» To do: Going through the data below, copy out each line where the word "Khadafi" shows up.

*** Opening of Working data ***

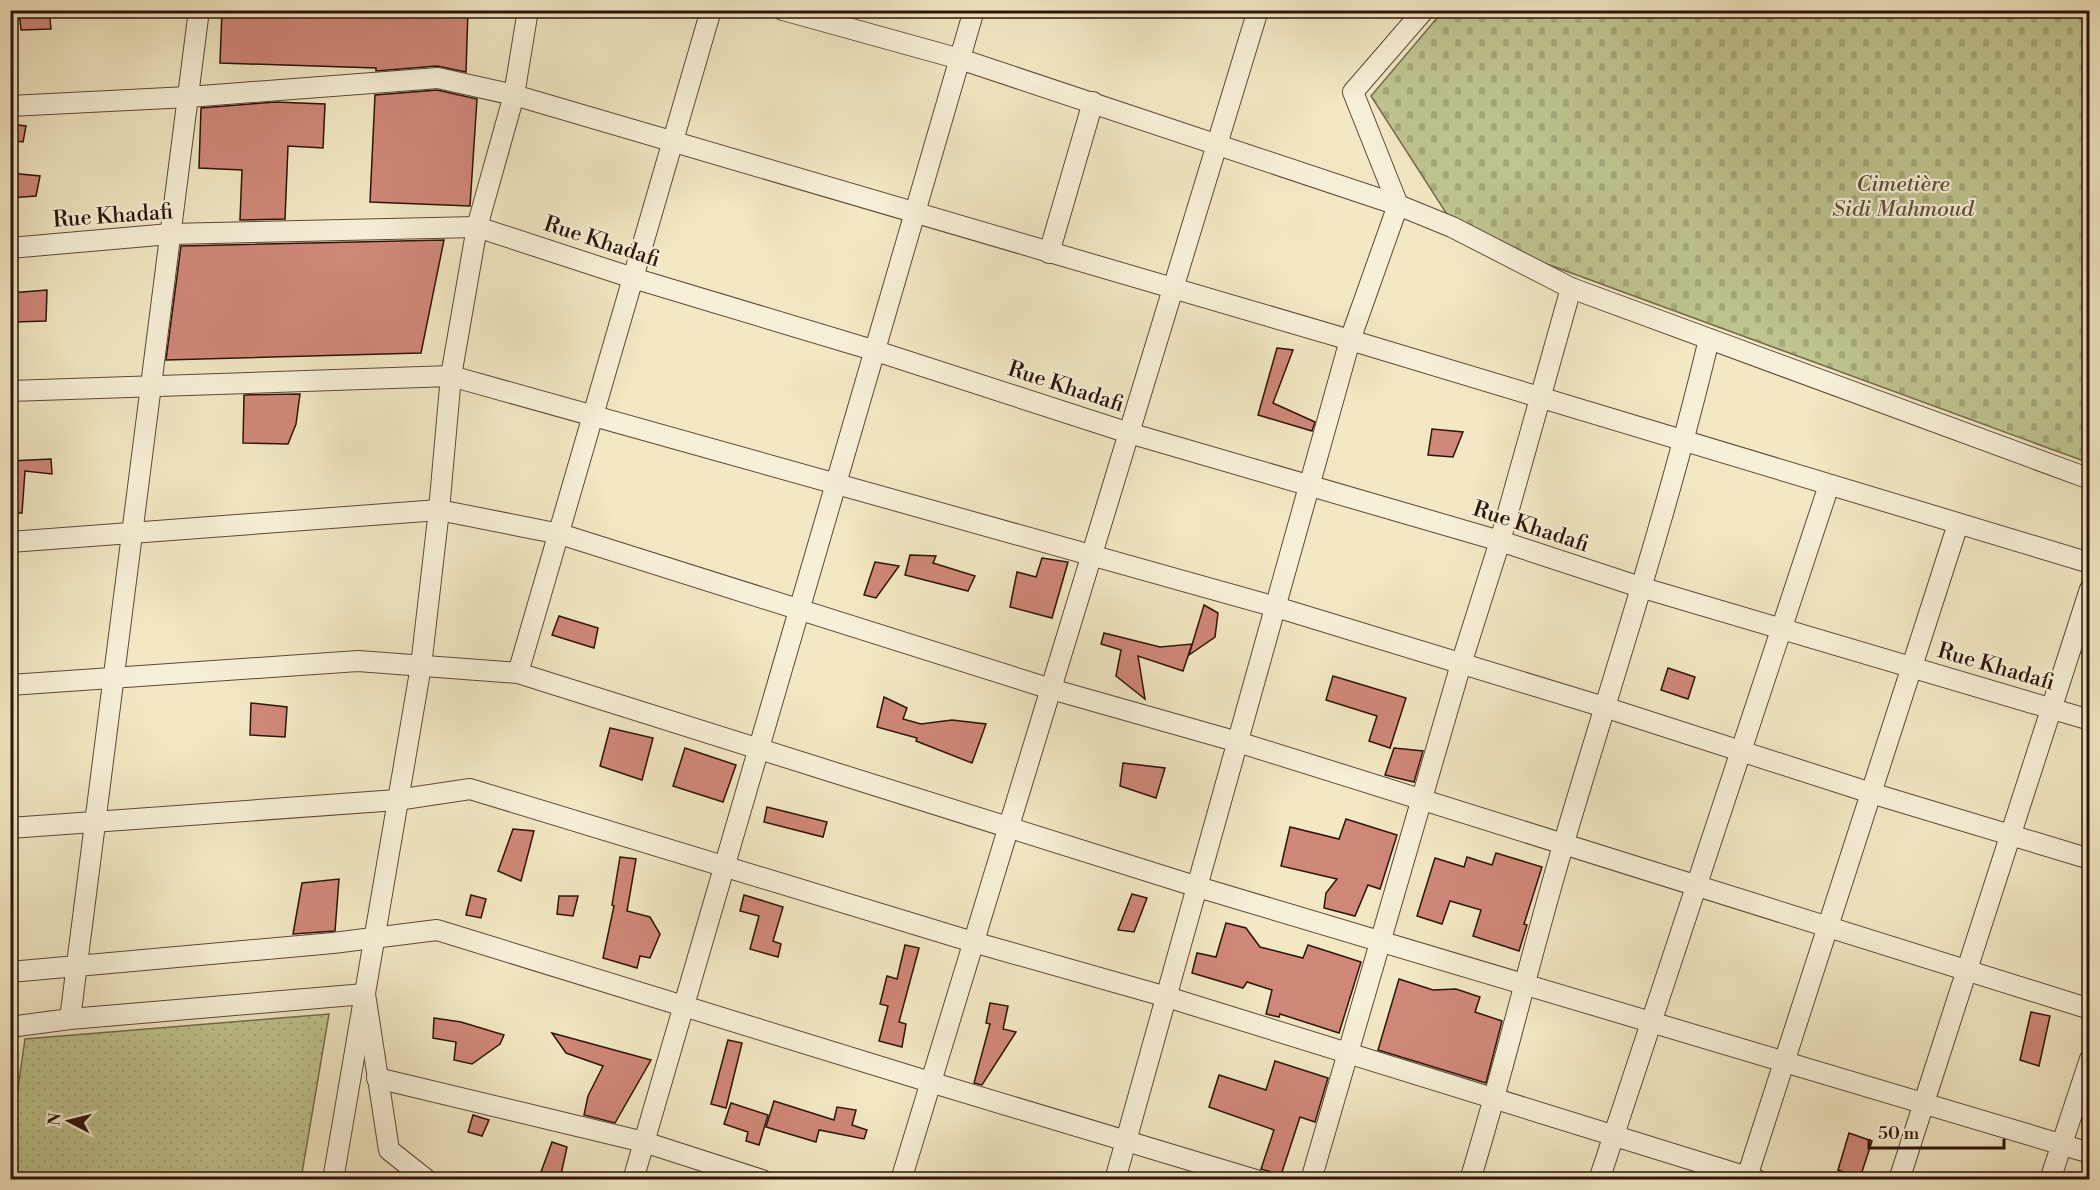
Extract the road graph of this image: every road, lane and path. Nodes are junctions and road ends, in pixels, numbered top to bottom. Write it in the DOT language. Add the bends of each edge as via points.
graph roads {
  1 [pos="199,10"];
  2 [pos="528,10"];
  3 [pos="711,10"];
  4 [pos="783,10"];
  5 [pos="974,10"];
  6 [pos="1258,10"];
  7 [pos="1424,10"];
  8 [pos="960,58"];
  9 [pos="514,95"];
  10 [pos="188,97"];
  11 [pos="1093,102"];
  12 [pos="10,106"];
  13 [pos="672,142"];
  14 [pos="1217,143"];
  15 [pos="1398,205"];
  16 [pos="914,214"];
  17 [pos="477,227"];
  18 [pos="170,234"];
  19 [pos="10,248"];
  20 [pos="1050,253"];
  21 [pos="633,278"];
  22 [pos="1571,288"];
  23 [pos="1173,289"];
  24 [pos="1709,339"];
  25 [pos="1350,340"];
  26 [pos="876,351"];
  27 [pos="450,376"];
  28 [pos="150,386"];
  29 [pos="10,391"];
  30 [pos="1539,397"];
  31 [pos="592,417"];
  32 [pos="1129,433"];
  33 [pos="1685,443"];
  34 [pos="2090,478"];
  35 [pos="836,484"];
  36 [pos="1829,485"];
  37 [pos="1310,486"];
  38 [pos="439,510"];
  39 [pos="1958,524"];
  40 [pos="131,533"];
  41 [pos="560,534"];
  42 [pos="1500,541"];
  43 [pos="10,542"];
  44 [pos="1091,557"];
  45 [pos="2090,563"];
  46 [pos="1640,587"];
  47 [pos="2090,589"];
  48 [pos="1276,607"];
  49 [pos="801,609"];
  50 [pos="1782,628"];
  51 [pos="1461,664"];
  52 [pos="421,666"];
  53 [pos="1911,668"];
  54 [pos="518,673"];
  55 [pos="112,678"];
  56 [pos="10,685"];
  57 [pos="1051,689"];
  58 [pos="1604,707"];
  59 [pos="2051,708"];
  60 [pos="2090,720"];
  61 [pos="1238,742"];
  62 [pos="759,749"];
  63 [pos="1741,752"];
  64 [pos="1871,793"];
  65 [pos="398,800"];
  66 [pos="1422,800"];
  67 [pos="94,821"];
  68 [pos="1008,827"];
  69 [pos="10,828"];
  70 [pos="2011,833"];
  71 [pos="1564,844"];
  72 [pos="2090,858"];
  73 [pos="724,867"];
  74 [pos="1696,886"];
  75 [pos="1198,887"];
  76 [pos="1827,929"];
  77 [pos="375,938"];
  78 [pos="1381,941"];
  79 [pos="973,942"];
  80 [pos="75,966"];
  81 [pos="1966,971"];
  82 [pos="10,972"];
  83 [pos="1526,985"];
  84 [pos="365,994"];
  85 [pos="1167,998"];
  86 [pos="684,1004"];
  87 [pos="2090,1009"];
  88 [pos="70,1018"];
  89 [pos="1651,1022"];
  90 [pos="10,1027"];
  91 [pos="1348,1054"];
  92 [pos="2090,1059"];
  93 [pos="1785,1061"];
  94 [pos="377,1078"];
  95 [pos="930,1082"];
  96 [pos="1495,1098"];
  97 [pos="1923,1103"];
  98 [pos="1614,1135"];
  99 [pos="1126,1141"];
  100 [pos="644,1142"];
  101 [pos="2061,1144"];
  102 [pos="2090,1153"];
  103 [pos="1750,1178"];
  104 [pos="333,1179"];
  105 [pos="427,1179"];
  106 [pos="633,1179"];
  107 [pos="762,1179"];
  108 [pos="901,1179"];
  109 [pos="1115,1179"];
  110 [pos="1256,1179"];
  111 [pos="1311,1179"];
  112 [pos="1470,1179"];
  113 [pos="1599,1179"];
  114 [pos="1899,1179"];
  115 [pos="2050,1179"];
  1 -- 10 [label="street"];
  2 -- 9 [label="street"];
  3 -- 13 [label="street"];
  4 -- 8 [label="street"];
  5 -- 8 [label="street"];
  6 -- 14 [label="street"];
  7 -- 15 [label="street" via="1353,92"];
  8 -- 11 [label="street"];
  8 -- 16 [label="street"];
  9 -- 10 [label="street" via="438,78"];
  9 -- 13 [label="street"];
  9 -- 17 [label="street"];
  10 -- 12 [label="street"];
  10 -- 18 [label="street"];
  11 -- 14 [label="street"];
  11 -- 20 [label="street"];
  13 -- 16 [label="street"];
  13 -- 21 [label="street"];
  14 -- 15 [label="street"];
  14 -- 23 [label="street"];
  15 -- 22 [label="street" via="1452,227"];
  15 -- 25 [label="street"];
  16 -- 20 [label="street"];
  16 -- 26 [label="street"];
  17 -- 18 [label="street, Rue Khadafi"];
  17 -- 21 [label="street, Rue Khadafi"];
  17 -- 27 [label="street"];
  18 -- 19 [label="street, Rue Khadafi"];
  18 -- 28 [label="street"];
  20 -- 23 [label="street"];
  21 -- 26 [label="street, Rue Khadafi"];
  21 -- 31 [label="street"];
  22 -- 24 [label="street"];
  22 -- 30 [label="street"];
  23 -- 25 [label="street"];
  23 -- 32 [label="street"];
  24 -- 33 [label="street"];
  24 -- 34 [label="street"];
  25 -- 30 [label="street"];
  25 -- 37 [label="street"];
  26 -- 32 [label="street, Rue Khadafi"];
  26 -- 35 [label="street"];
  27 -- 28 [label="street"];
  27 -- 31 [label="street"];
  27 -- 38 [label="street"];
  28 -- 29 [label="street"];
  28 -- 40 [label="street"];
  30 -- 33 [label="street"];
  30 -- 42 [label="street"];
  31 -- 35 [label="street"];
  31 -- 41 [label="street"];
  32 -- 37 [label="street, Rue Khadafi"];
  32 -- 44 [label="street"];
  33 -- 36 [label="street"];
  33 -- 46 [label="street"];
  35 -- 44 [label="street"];
  35 -- 49 [label="street"];
  36 -- 39 [label="street"];
  36 -- 50 [label="street"];
  37 -- 42 [label="street, Rue Khadafi"];
  37 -- 48 [label="street"];
  38 -- 40 [label="street"];
  38 -- 41 [label="street"];
  38 -- 52 [label="street"];
  39 -- 45 [label="street"];
  39 -- 53 [label="street"];
  40 -- 43 [label="street"];
  40 -- 55 [label="street"];
  41 -- 49 [label="street"];
  41 -- 54 [label="street"];
  42 -- 46 [label="street, Rue Khadafi"];
  42 -- 51 [label="street"];
  44 -- 48 [label="street"];
  44 -- 57 [label="street"];
  46 -- 50 [label="street, Rue Khadafi"];
  46 -- 58 [label="street"];
  47 -- 59 [label="street"];
  48 -- 51 [label="street"];
  48 -- 61 [label="street"];
  49 -- 57 [label="street"];
  49 -- 62 [label="street"];
  50 -- 53 [label="street, Rue Khadafi"];
  50 -- 63 [label="street"];
  51 -- 58 [label="street"];
  51 -- 66 [label="street"];
  52 -- 54 [label="street"];
  52 -- 55 [label="street" via="358,661"];
  52 -- 65 [label="street"];
  53 -- 59 [label="street, Rue Khadafi"];
  53 -- 64 [label="street"];
  54 -- 62 [label="street"];
  55 -- 56 [label="street"];
  55 -- 67 [label="street"];
  57 -- 61 [label="street"];
  57 -- 68 [label="street"];
  58 -- 63 [label="street"];
  58 -- 71 [label="street"];
  59 -- 60 [label="street, Rue Khadafi"];
  59 -- 70 [label="street"];
  61 -- 66 [label="street"];
  61 -- 75 [label="street"];
  62 -- 68 [label="street"];
  62 -- 73 [label="street"];
  63 -- 64 [label="street"];
  63 -- 74 [label="street"];
  64 -- 70 [label="street"];
  64 -- 76 [label="street"];
  65 -- 67 [label="street"];
  65 -- 73 [label="street" via="470,789"];
  65 -- 77 [label="street"];
  66 -- 71 [label="street"];
  66 -- 78 [label="street"];
  67 -- 69 [label="street"];
  67 -- 80 [label="street"];
  68 -- 75 [label="street"];
  68 -- 79 [label="street"];
  70 -- 72 [label="street"];
  70 -- 81 [label="street"];
  71 -- 74 [label="street"];
  71 -- 83 [label="street"];
  73 -- 79 [label="street"];
  73 -- 86 [label="street"];
  74 -- 76 [label="street"];
  74 -- 89 [label="street"];
  75 -- 78 [label="street"];
  75 -- 85 [label="street"];
  76 -- 81 [label="street"];
  76 -- 93 [label="street"];
  77 -- 80 [label="street"];
  77 -- 84 [label="street"];
  77 -- 86 [label="street" via="437,930"];
  78 -- 83 [label="street"];
  78 -- 91 [label="street"];
  79 -- 85 [label="street"];
  79 -- 95 [label="street"];
  80 -- 82 [label="street"];
  80 -- 88 [label="street"];
  81 -- 87 [label="street"];
  81 -- 97 [label="street"];
  83 -- 89 [label="street"];
  83 -- 96 [label="street"];
  84 -- 88 [label="street"];
  84 -- 94 [label="street"];
  84 -- 104 [label="street"];
  85 -- 91 [label="street"];
  85 -- 99 [label="street"];
  86 -- 95 [label="street"];
  86 -- 100 [label="street"];
  88 -- 90 [label="street"];
  89 -- 93 [label="street"];
  89 -- 98 [label="street"];
  91 -- 96 [label="street"];
  91 -- 111 [label="street"];
  92 -- 101 [label="street"];
  93 -- 97 [label="street"];
  93 -- 103 [label="street"];
  94 -- 100 [label="street"];
  94 -- 105 [label="street" via="389,1150"];
  95 -- 99 [label="street"];
  95 -- 108 [label="street"];
  96 -- 98 [label="street"];
  96 -- 112 [label="street"];
  97 -- 101 [label="street"];
  97 -- 114 [label="street"];
  98 -- 103 [label="street"];
  98 -- 113 [label="street"];
  99 -- 109 [label="street"];
  99 -- 110 [label="street"];
  100 -- 106 [label="street"];
  100 -- 107 [label="street"];
  101 -- 102 [label="street"];
  101 -- 115 [label="street"];
}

*** Close of Working data ***

» Answer to the problem:
  17 -- 18 [label="street, Rue Khadafi"];
  17 -- 21 [label="street, Rue Khadafi"];
  18 -- 19 [label="street, Rue Khadafi"];
  21 -- 26 [label="street, Rue Khadafi"];
  26 -- 32 [label="street, Rue Khadafi"];
  32 -- 37 [label="street, Rue Khadafi"];
  37 -- 42 [label="street, Rue Khadafi"];
  42 -- 46 [label="street, Rue Khadafi"];
  46 -- 50 [label="street, Rue Khadafi"];
  50 -- 53 [label="street, Rue Khadafi"];
  53 -- 59 [label="street, Rue Khadafi"];
  59 -- 60 [label="street, Rue Khadafi"];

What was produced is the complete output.